DATA PROVIDED:
::::::::::
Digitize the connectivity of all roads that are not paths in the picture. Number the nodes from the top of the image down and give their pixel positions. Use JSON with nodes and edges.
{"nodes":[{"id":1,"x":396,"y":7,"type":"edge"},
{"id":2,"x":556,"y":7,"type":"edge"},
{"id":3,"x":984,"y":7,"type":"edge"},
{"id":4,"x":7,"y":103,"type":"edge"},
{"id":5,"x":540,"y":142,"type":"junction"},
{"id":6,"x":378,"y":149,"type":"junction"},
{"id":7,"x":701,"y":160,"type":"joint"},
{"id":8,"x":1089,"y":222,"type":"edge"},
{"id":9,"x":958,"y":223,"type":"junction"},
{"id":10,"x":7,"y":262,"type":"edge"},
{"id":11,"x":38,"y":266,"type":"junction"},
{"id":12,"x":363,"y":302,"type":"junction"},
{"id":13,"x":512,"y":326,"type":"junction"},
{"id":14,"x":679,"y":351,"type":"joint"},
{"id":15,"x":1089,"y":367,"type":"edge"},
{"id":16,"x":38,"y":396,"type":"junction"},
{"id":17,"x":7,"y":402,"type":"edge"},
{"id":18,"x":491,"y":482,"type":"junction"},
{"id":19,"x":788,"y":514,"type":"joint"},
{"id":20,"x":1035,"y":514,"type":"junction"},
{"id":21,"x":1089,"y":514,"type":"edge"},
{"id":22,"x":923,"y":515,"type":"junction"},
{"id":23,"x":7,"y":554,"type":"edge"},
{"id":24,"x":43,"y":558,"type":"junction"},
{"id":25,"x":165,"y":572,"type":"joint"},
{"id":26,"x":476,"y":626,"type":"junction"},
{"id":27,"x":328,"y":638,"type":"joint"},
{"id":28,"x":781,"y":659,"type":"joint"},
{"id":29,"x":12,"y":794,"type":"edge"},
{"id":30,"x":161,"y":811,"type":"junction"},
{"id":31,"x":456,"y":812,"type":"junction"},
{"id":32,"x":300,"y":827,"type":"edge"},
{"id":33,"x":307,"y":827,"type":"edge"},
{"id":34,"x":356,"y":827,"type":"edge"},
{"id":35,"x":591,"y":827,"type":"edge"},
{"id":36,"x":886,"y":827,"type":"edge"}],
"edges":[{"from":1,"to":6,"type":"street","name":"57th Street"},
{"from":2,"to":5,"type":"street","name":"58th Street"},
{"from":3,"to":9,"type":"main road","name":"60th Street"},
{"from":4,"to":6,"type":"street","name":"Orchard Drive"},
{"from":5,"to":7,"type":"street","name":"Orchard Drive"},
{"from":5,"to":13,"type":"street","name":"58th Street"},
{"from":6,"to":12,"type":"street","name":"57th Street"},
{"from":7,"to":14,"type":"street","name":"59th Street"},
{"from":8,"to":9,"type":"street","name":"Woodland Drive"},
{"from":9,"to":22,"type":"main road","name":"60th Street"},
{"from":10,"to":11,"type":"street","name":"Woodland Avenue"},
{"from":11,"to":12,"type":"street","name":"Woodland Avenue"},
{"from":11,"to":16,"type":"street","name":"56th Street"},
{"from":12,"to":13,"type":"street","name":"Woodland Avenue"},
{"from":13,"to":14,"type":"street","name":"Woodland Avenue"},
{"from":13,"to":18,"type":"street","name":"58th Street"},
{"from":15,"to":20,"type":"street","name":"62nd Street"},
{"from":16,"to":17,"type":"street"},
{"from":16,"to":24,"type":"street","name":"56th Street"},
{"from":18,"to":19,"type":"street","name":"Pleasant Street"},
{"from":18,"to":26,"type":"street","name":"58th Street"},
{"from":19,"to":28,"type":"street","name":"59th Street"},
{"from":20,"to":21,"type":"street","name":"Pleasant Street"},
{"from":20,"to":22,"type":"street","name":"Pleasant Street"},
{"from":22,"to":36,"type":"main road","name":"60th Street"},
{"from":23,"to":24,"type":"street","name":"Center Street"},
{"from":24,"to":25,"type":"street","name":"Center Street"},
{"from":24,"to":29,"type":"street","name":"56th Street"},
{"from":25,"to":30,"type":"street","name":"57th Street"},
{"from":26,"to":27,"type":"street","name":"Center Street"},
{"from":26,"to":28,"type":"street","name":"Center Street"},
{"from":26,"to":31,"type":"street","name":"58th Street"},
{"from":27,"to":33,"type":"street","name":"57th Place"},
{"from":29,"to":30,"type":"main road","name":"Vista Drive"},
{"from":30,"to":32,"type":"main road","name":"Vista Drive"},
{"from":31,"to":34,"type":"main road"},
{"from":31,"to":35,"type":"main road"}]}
::::::::::
EXERCISE AIM:
Please retype the whole of the material above exactly.

TASK RESPONSE:
Digitize the connectivity of all roads that are not paths in the picture. Number the nodes from the top of the image down and give their pixel positions. Use JSON with nodes and edges.
{"nodes":[{"id":1,"x":396,"y":7,"type":"edge"},
{"id":2,"x":556,"y":7,"type":"edge"},
{"id":3,"x":984,"y":7,"type":"edge"},
{"id":4,"x":7,"y":103,"type":"edge"},
{"id":5,"x":540,"y":142,"type":"junction"},
{"id":6,"x":378,"y":149,"type":"junction"},
{"id":7,"x":701,"y":160,"type":"joint"},
{"id":8,"x":1089,"y":222,"type":"edge"},
{"id":9,"x":958,"y":223,"type":"junction"},
{"id":10,"x":7,"y":262,"type":"edge"},
{"id":11,"x":38,"y":266,"type":"junction"},
{"id":12,"x":363,"y":302,"type":"junction"},
{"id":13,"x":512,"y":326,"type":"junction"},
{"id":14,"x":679,"y":351,"type":"joint"},
{"id":15,"x":1089,"y":367,"type":"edge"},
{"id":16,"x":38,"y":396,"type":"junction"},
{"id":17,"x":7,"y":402,"type":"edge"},
{"id":18,"x":491,"y":482,"type":"junction"},
{"id":19,"x":788,"y":514,"type":"joint"},
{"id":20,"x":1035,"y":514,"type":"junction"},
{"id":21,"x":1089,"y":514,"type":"edge"},
{"id":22,"x":923,"y":515,"type":"junction"},
{"id":23,"x":7,"y":554,"type":"edge"},
{"id":24,"x":43,"y":558,"type":"junction"},
{"id":25,"x":165,"y":572,"type":"joint"},
{"id":26,"x":476,"y":626,"type":"junction"},
{"id":27,"x":328,"y":638,"type":"joint"},
{"id":28,"x":781,"y":659,"type":"joint"},
{"id":29,"x":12,"y":794,"type":"edge"},
{"id":30,"x":161,"y":811,"type":"junction"},
{"id":31,"x":456,"y":812,"type":"junction"},
{"id":32,"x":300,"y":827,"type":"edge"},
{"id":33,"x":307,"y":827,"type":"edge"},
{"id":34,"x":356,"y":827,"type":"edge"},
{"id":35,"x":591,"y":827,"type":"edge"},
{"id":36,"x":886,"y":827,"type":"edge"}],
"edges":[{"from":1,"to":6,"type":"street","name":"57th Street"},
{"from":2,"to":5,"type":"street","name":"58th Street"},
{"from":3,"to":9,"type":"main road","name":"60th Street"},
{"from":4,"to":6,"type":"street","name":"Orchard Drive"},
{"from":5,"to":7,"type":"street","name":"Orchard Drive"},
{"from":5,"to":13,"type":"street","name":"58th Street"},
{"from":6,"to":12,"type":"street","name":"57th Street"},
{"from":7,"to":14,"type":"street","name":"59th Street"},
{"from":8,"to":9,"type":"street","name":"Woodland Drive"},
{"from":9,"to":22,"type":"main road","name":"60th Street"},
{"from":10,"to":11,"type":"street","name":"Woodland Avenue"},
{"from":11,"to":12,"type":"street","name":"Woodland Avenue"},
{"from":11,"to":16,"type":"street","name":"56th Street"},
{"from":12,"to":13,"type":"street","name":"Woodland Avenue"},
{"from":13,"to":14,"type":"street","name":"Woodland Avenue"},
{"from":13,"to":18,"type":"street","name":"58th Street"},
{"from":15,"to":20,"type":"street","name":"62nd Street"},
{"from":16,"to":17,"type":"street"},
{"from":16,"to":24,"type":"street","name":"56th Street"},
{"from":18,"to":19,"type":"street","name":"Pleasant Street"},
{"from":18,"to":26,"type":"street","name":"58th Street"},
{"from":19,"to":28,"type":"street","name":"59th Street"},
{"from":20,"to":21,"type":"street","name":"Pleasant Street"},
{"from":20,"to":22,"type":"street","name":"Pleasant Street"},
{"from":22,"to":36,"type":"main road","name":"60th Street"},
{"from":23,"to":24,"type":"street","name":"Center Street"},
{"from":24,"to":25,"type":"street","name":"Center Street"},
{"from":24,"to":29,"type":"street","name":"56th Street"},
{"from":25,"to":30,"type":"street","name":"57th Street"},
{"from":26,"to":27,"type":"street","name":"Center Street"},
{"from":26,"to":28,"type":"street","name":"Center Street"},
{"from":26,"to":31,"type":"street","name":"58th Street"},
{"from":27,"to":33,"type":"street","name":"57th Place"},
{"from":29,"to":30,"type":"main road","name":"Vista Drive"},
{"from":30,"to":32,"type":"main road","name":"Vista Drive"},
{"from":31,"to":34,"type":"main road"},
{"from":31,"to":35,"type":"main road"}]}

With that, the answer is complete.